Ott begins the film by highlighting how easy it is for cinema to exploit our prejudices. Over a black screen, we hear a woman crying as she talks about the tribulations in her life. A few seconds later, we see her: facing the camera while sitting on a plastic chair and clutching a water bottle, bulging veins crisscrossing her blotched forearms, the immediate impression is of someone participating in a rehab group session. Then she abruptly stops crying, smiles and asks the camera, “A little better?,” and we realize it’s actually an acting audition. Several similar auditions follow, showing non-professional actors re-enacting a scene from a film of their choosing, such as Forrest Gump, The Outsiders and Harold & Kumar Go to White Castle. By juxtaposing the scenes they picked with seemingly unscripted accounts of their real-life ambitions, California Dreams probes the extent to which these have been influenced by cinema.

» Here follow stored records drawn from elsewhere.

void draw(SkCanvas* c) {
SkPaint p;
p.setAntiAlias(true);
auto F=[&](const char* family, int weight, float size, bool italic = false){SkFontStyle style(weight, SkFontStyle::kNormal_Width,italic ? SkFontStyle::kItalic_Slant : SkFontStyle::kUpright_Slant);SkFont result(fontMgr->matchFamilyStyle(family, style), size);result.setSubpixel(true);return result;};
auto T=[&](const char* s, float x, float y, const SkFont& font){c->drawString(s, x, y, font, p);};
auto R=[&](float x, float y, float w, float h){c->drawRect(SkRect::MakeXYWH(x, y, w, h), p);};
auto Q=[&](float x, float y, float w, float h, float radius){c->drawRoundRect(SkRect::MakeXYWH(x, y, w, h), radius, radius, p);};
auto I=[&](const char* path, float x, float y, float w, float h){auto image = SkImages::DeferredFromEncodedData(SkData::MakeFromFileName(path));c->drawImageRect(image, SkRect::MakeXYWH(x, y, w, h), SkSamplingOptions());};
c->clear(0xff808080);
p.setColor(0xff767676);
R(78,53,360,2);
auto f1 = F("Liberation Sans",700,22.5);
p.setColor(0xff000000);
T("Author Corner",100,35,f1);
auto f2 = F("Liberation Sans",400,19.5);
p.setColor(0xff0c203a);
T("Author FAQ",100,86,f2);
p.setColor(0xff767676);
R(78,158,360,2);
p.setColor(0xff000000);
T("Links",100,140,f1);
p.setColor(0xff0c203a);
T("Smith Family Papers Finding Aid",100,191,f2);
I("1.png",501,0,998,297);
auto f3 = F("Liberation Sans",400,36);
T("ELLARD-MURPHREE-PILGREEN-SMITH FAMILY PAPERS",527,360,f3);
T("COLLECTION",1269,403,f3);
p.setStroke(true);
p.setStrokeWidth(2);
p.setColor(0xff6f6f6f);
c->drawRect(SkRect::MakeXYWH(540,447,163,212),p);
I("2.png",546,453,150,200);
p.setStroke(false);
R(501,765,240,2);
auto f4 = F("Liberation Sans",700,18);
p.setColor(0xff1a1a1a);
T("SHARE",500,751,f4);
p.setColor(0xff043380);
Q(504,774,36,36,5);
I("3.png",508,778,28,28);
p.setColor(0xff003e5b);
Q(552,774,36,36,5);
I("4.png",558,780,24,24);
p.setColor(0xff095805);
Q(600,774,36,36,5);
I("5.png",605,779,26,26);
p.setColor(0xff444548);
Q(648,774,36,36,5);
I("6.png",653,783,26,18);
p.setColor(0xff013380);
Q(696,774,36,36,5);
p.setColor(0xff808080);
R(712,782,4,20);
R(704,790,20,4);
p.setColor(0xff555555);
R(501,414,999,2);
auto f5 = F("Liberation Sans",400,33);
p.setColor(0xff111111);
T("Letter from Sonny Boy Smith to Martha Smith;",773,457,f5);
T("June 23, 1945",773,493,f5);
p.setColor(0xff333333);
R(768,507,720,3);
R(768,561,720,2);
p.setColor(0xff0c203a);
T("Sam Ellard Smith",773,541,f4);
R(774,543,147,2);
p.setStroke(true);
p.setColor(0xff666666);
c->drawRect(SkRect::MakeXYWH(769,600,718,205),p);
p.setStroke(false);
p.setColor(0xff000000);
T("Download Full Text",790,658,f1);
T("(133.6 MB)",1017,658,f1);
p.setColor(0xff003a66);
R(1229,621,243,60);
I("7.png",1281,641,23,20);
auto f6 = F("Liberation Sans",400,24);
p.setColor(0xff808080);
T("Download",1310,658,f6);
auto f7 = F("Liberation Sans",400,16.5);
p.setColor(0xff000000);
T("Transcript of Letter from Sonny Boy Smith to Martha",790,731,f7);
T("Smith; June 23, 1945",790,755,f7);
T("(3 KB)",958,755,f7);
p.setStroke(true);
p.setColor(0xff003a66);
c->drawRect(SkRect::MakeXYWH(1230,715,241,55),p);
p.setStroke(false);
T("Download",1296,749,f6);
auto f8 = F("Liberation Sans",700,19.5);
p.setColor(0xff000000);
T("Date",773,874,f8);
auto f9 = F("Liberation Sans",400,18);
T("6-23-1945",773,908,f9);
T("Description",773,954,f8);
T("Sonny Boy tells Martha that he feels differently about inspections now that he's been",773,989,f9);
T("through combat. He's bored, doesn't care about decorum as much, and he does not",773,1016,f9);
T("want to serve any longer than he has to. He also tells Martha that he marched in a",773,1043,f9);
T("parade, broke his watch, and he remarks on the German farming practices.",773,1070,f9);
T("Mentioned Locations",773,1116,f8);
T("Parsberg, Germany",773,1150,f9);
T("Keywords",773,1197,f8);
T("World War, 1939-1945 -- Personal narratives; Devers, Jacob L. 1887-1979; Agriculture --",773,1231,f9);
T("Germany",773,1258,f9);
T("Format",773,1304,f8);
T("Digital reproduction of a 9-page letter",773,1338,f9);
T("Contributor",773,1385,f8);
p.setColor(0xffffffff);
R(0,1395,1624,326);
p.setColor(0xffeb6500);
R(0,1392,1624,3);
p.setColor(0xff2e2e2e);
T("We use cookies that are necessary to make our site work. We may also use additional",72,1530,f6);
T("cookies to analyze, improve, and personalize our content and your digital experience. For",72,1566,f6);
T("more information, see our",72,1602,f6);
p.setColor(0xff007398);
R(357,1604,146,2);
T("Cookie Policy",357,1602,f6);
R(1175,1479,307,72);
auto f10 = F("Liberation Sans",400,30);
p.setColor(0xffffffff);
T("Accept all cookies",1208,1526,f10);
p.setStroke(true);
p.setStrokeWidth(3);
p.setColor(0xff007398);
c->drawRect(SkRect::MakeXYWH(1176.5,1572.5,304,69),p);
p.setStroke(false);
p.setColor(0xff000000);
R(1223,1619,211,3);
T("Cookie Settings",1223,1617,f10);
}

This aspect is elaborated by having some of the actors appear in a fictional film within the film about an aspiring actor trying to scrape together the money for a plane ticket to Germany where a dream role supposedly awaits, offering a chance of escape from his dead-end life. Ott ably plays with ambiguity through all this layering, never making it fully clear how much of what we’re watching is invented and how much is directly drawn from his actors’ actual experiences. As most of the material directly addresses their low-ranking social status, it often feels very exploitative. In one particularly excruciating scene, a young character who hasn’t worked in eight years and is either borderline illiterate or severely dyslexic is shown making huge efforts compiling a pitiable CV, misspelling every other word while his mother swigs cocktail after cocktail in the background. Such display of inadequacy is extremely unsettling and through its alternately implicating and disorienting tactics, California Dreams doesn’t simply compel us to reflect on the socioeconomic forces responsible for such hardship, but also on the role film does, should and could play vis-à-vis these realities.